Free COVID-19 testing attracts enthusiastic residents to Bragg

By St. Clair Murraine
Outlook staff writer

Since the outbreak of coronavirus more than two months ago, Nathaniel McNeil had been thinking about getting tested for COVID-19.

He got his chance last Saturday at the north end of Bragg Stadium, where FAMU and Bond Community Health Center joined forces to perform free testing. McNeil was one of 63 people who made an appointment.

When his name was called, he eagerly rushed to begin the testing, which lasted almost 20 minutes.

“I need this because I’ve been working and when I go out, I’m around a lot of people,” said McNeil, who lives off Apalachee Parkway. “They said free and I said I may as well come over here and get tested.”

McNeil, who said one of his friends paid $100 to be tested, is a construction worker. The environment he works in makes it mandatory that he took the test, he said.

“That’s scary,” said McNeil, wearing a mask. “You see a lot of things on the news, especially in New York. Everybody has got to get tested because you never know who’s got it.”
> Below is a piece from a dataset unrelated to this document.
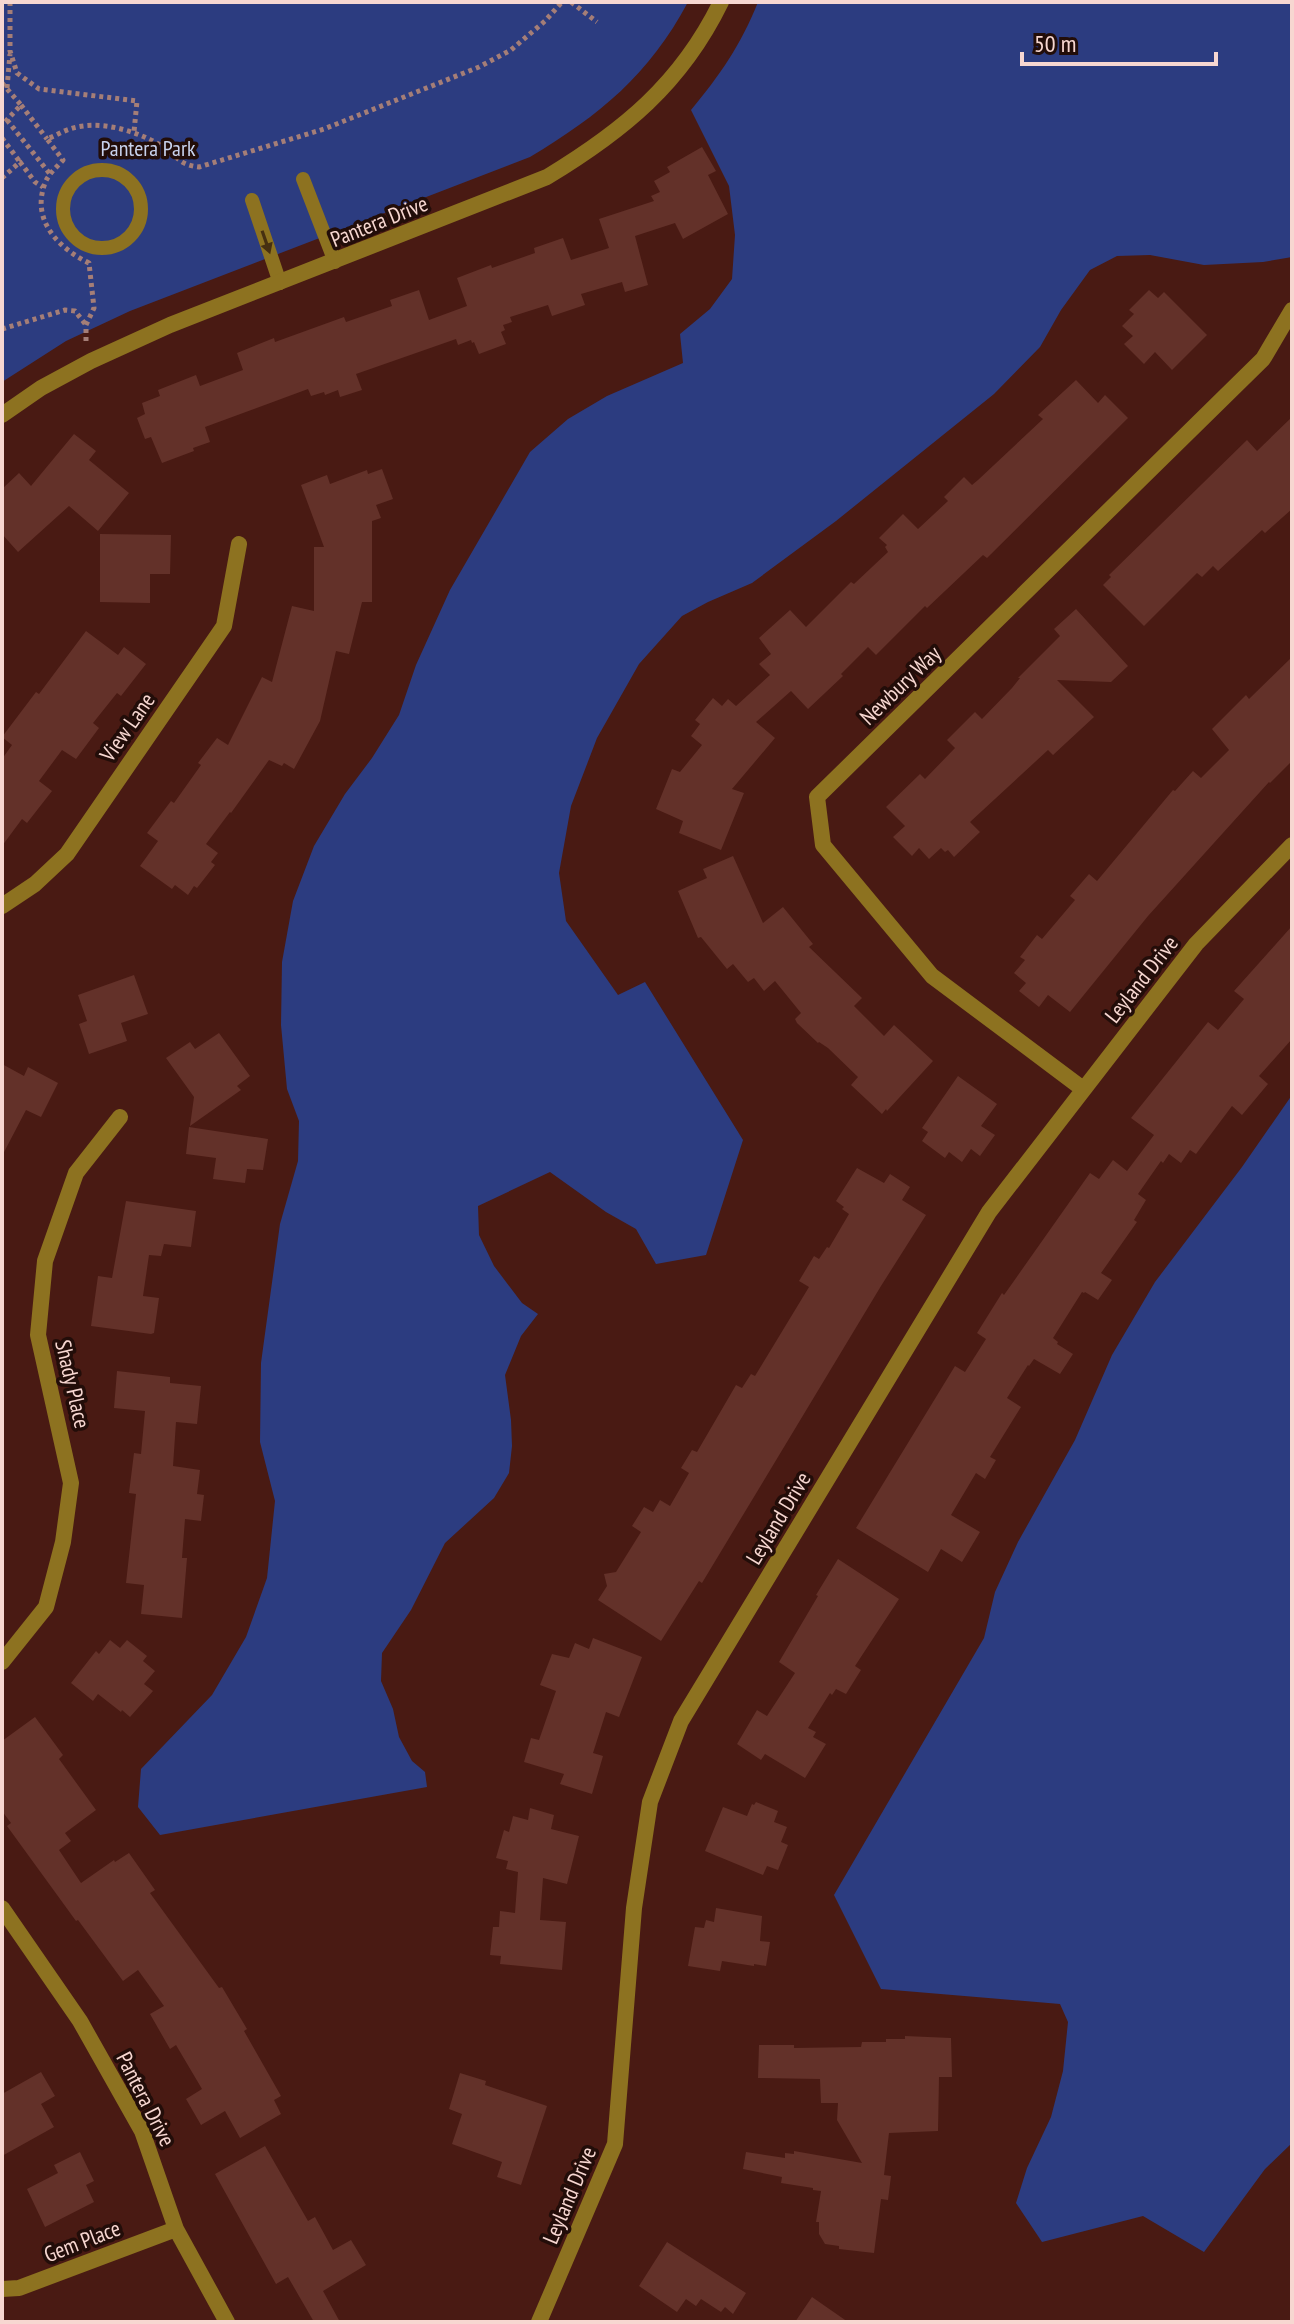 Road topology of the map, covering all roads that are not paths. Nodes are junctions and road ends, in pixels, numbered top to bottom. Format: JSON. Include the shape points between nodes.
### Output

Bond CEO Dr. Temple Robinson (left), FAMU President Larry Robinson, and Cynthia Harris, director of the FAMU Institute of Public Health, at the opening of the COVID-19 testing site.
Photo courtesy FAMU Office of Communication

Gov. Ron DeSantis has been has been urging state health officials to ramp up testing. At the same time, data has shown that most of the confirmed cases of the repertory disease are reported in Black communities at a disproportionate level.
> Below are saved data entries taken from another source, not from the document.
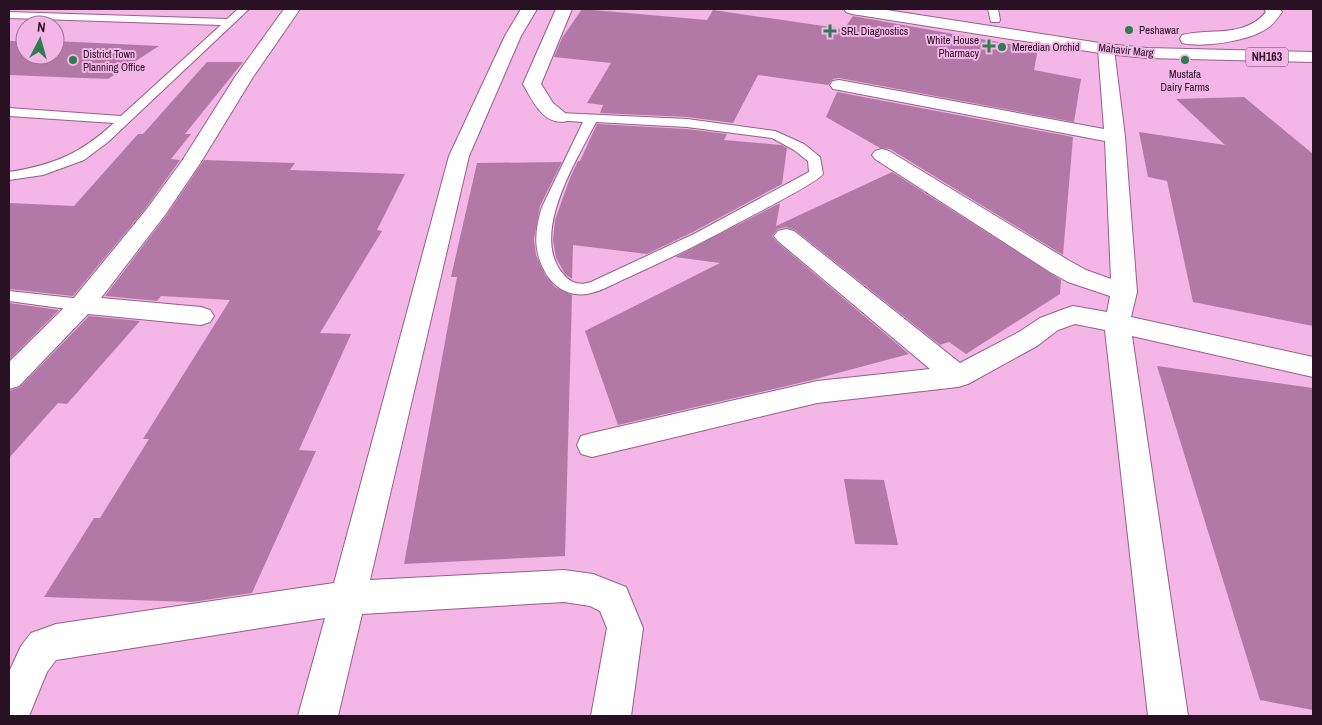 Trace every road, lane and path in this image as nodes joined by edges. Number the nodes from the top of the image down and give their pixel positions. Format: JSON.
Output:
{"nodes":[{"id":1,"x":244,"y":9,"type":"edge"},
{"id":2,"x":292,"y":9,"type":"edge"},
{"id":3,"x":529,"y":9,"type":"edge"},
{"id":4,"x":564,"y":9,"type":"edge"},
{"id":5,"x":852,"y":9,"type":"edge"},
{"id":6,"x":928,"y":9,"type":"edge"},
{"id":7,"x":1272,"y":9,"type":"edge"},
{"id":8,"x":994,"y":14,"type":"edge"},
{"id":9,"x":9,"y":15,"type":"edge"},
{"id":10,"x":229,"y":22,"type":"junction"},
{"id":11,"x":1313,"y":46,"type":"edge"},
{"id":12,"x":1106,"y":49,"type":"junction"},
{"id":13,"x":1221,"y":55,"type":"junction"},
{"id":14,"x":1313,"y":57,"type":"edge"},
{"id":15,"x":839,"y":85,"type":"dead end"},
{"id":16,"x":9,"y":112,"type":"edge"},
{"id":17,"x":526,"y":114,"type":"dead end"},
{"id":18,"x":560,"y":117,"type":"junction"},
{"id":19,"x":591,"y":119,"type":"junction"},
{"id":20,"x":124,"y":120,"type":"junction"},
{"id":21,"x":1115,"y":137,"type":"junction"},
{"id":22,"x":882,"y":155,"type":"dead end"},
{"id":23,"x":9,"y":176,"type":"edge"},
{"id":24,"x":786,"y":236,"type":"dead end"},
{"id":25,"x":1124,"y":292,"type":"junction"},
{"id":26,"x":9,"y":296,"type":"edge"},
{"id":27,"x":82,"y":304,"type":"junction"},
{"id":28,"x":201,"y":316,"type":"dead end"},
{"id":29,"x":1117,"y":323,"type":"junction"},
{"id":30,"x":1313,"y":367,"type":"edge"},
{"id":31,"x":958,"y":377,"type":"junction"},
{"id":32,"x":9,"y":379,"type":"edge"},
{"id":33,"x":592,"y":445,"type":"dead end"},
{"id":34,"x":347,"y":598,"type":"junction"},
{"id":35,"x":9,"y":716,"type":"edge"},
{"id":36,"x":318,"y":716,"type":"edge"},
{"id":37,"x":611,"y":716,"type":"edge"},
{"id":38,"x":1168,"y":716,"type":"edge"}],
"edges":[{"from":1,"to":10,"type":"lane"},
{"from":2,"to":27,"type":"main road"},
{"from":3,"to":34,"type":"main road"},
{"from":4,"to":18,"type":"main road"},
{"from":5,"to":12,"type":"main road","name":"Mahavir Marg","number":"NH163"},
{"from":6,"to":8,"type":"main road","name":"Mahavir Marg","number":"NH163"},
{"from":7,"to":8,"type":"main road","name":"Mahavir Marg","number":"NH163"},
{"from":9,"to":10,"type":"lane"},
{"from":10,"to":20,"type":"lane"},
{"from":11,"to":13,"type":"main road","number":"NH163"},
{"from":12,"to":13,"type":"main road","name":"Mahavir Marg","number":"NH163"},
{"from":12,"to":21,"type":"main road"},
{"from":13,"to":14,"type":"main road","name":"Mahavir Marg","number":"NH163"},
{"from":15,"to":21,"type":"main road"},
{"from":16,"to":20,"type":"lane"},
{"from":17,"to":18,"type":"main road"},
{"from":18,"to":19,"type":"lane"},
{"from":19,"to":19,"type":"lane"},
{"from":20,"to":23,"type":"lane"},
{"from":21,"to":25,"type":"main road"},
{"from":22,"to":25,"type":"main road"},
{"from":24,"to":31,"type":"main road"},
{"from":25,"to":29,"type":"main road"},
{"from":26,"to":27,"type":"lane"},
{"from":27,"to":28,"type":"main road"},
{"from":27,"to":32,"type":"main road"},
{"from":29,"to":30,"type":"main road"},
{"from":29,"to":31,"type":"main road"},
{"from":29,"to":38,"type":"main road"},
{"from":31,"to":33,"type":"main road"},
{"from":34,"to":35,"type":"main road"},
{"from":34,"to":36,"type":"main road"},
{"from":34,"to":37,"type":"main road"}]}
 A recent report showed that a majority of cases in the Tallahassee area are in the 32304 and 32308 zip codes, area with large Black communities. FAMU sits in the middle of the Southside, an area highly populated with Blacks.

“There has been a lot of talk about testing, testing,” said Pam Saulsby, Public Information Specialist for Florida Department of Health-Leon, “but the piece that missing is access to testing, which this allows.”

The free testing will continue through May 8, starting at 9 a.m. daily and going until 6 p.m. each day. Saturday’s opening drew 199 people and 191 showed up Sunday. The daily goal is to complete 200 tests, said Dr. Temple Robinson, CEO at Bond Community Health Center.

Dr. Temple Robinson, CEO at Bond Community Health Center, talks with reporters during Saturday’s COVID-19 testing.
Photo by St. Clair Murraine

 Testing will be available for 2,800 people through the closing date.

Test results will be returned to them within 72 hours, Robinson said. She added in the case of a positive result that Leon County health department will attempt to track others who might have been in contact with the positive person. That person will be encouraged to quarantine for 14 days, she said. 

Although Saturday’s testing drew a large crowd, Robinson acknowledged that some people might have been apprehensive about testing. That, she said, is part of the reason that Bond partnered with FAMU to do the testing.

“It is just important that we put our arms around the people that we serve and that is letting them know that it’s important that they take it and that it is a safe test,” she said. “This is an airborne virus. It knows no country line (and) it knows no zip code area. 

“It’s just like the wind and whichever way it goes you’re just as likely as someone else to be exposed to it so it’s important that everyone in every area of town take advantage of this testing opportunity.”

The process is organized. People waited in a line to be directed through rows of orange cones to be tested. The process involves filling out some paperwork before being swabbed in the nose and throat.

Within an hour of starting the testing, Cynthia Harris, FAMU associate dean for Public Health, called it a success.

“The fact that we can provide this access without barrier to anybody that wants it, in my mind it’s already a success,” said Harris, who coordinated the event. “The success is rooted in the fact that we are helping someone who can be tested, know their status and prevent spread. They can take the appropriate action if they know what their testing results are.”

In addition to being unable to afford the cost of testing, data also show that Blacks generally have underlying health issues that puts them a higher risk of contracting the disease. However, this testing isn’t only free but it doesn’t require a doctor’s referral.

 “The important thing is to have it here where it’s accessible to people who might not have the means to get around to other places where this is being offered,” said FAMU President Larry Robinson.

He added that FAMU has put plenty of resources, including personnel, into making the testing happen.

A “vast number of people” are involved, Robinson said. “I wouldn’t want to put a dollar value on it because what we are doing here is beyond that. The services we are providing here is more important to the welfare of the citizens of this community than anything else.”

During the remaining week for testing, residents can call 850-404-6399 to make an appointment or they can walk up like many did during the first weekend. The goal is to test 2,800 people; a plateau that Robinson believes is attainable.

 “I think those people that were here (Saturday morning) in line and went through the line will report a good experience to people in their community and encourage them to come,” she said. “I think good word-of-mouth; if they’ve had a good experience, will bring other people in.”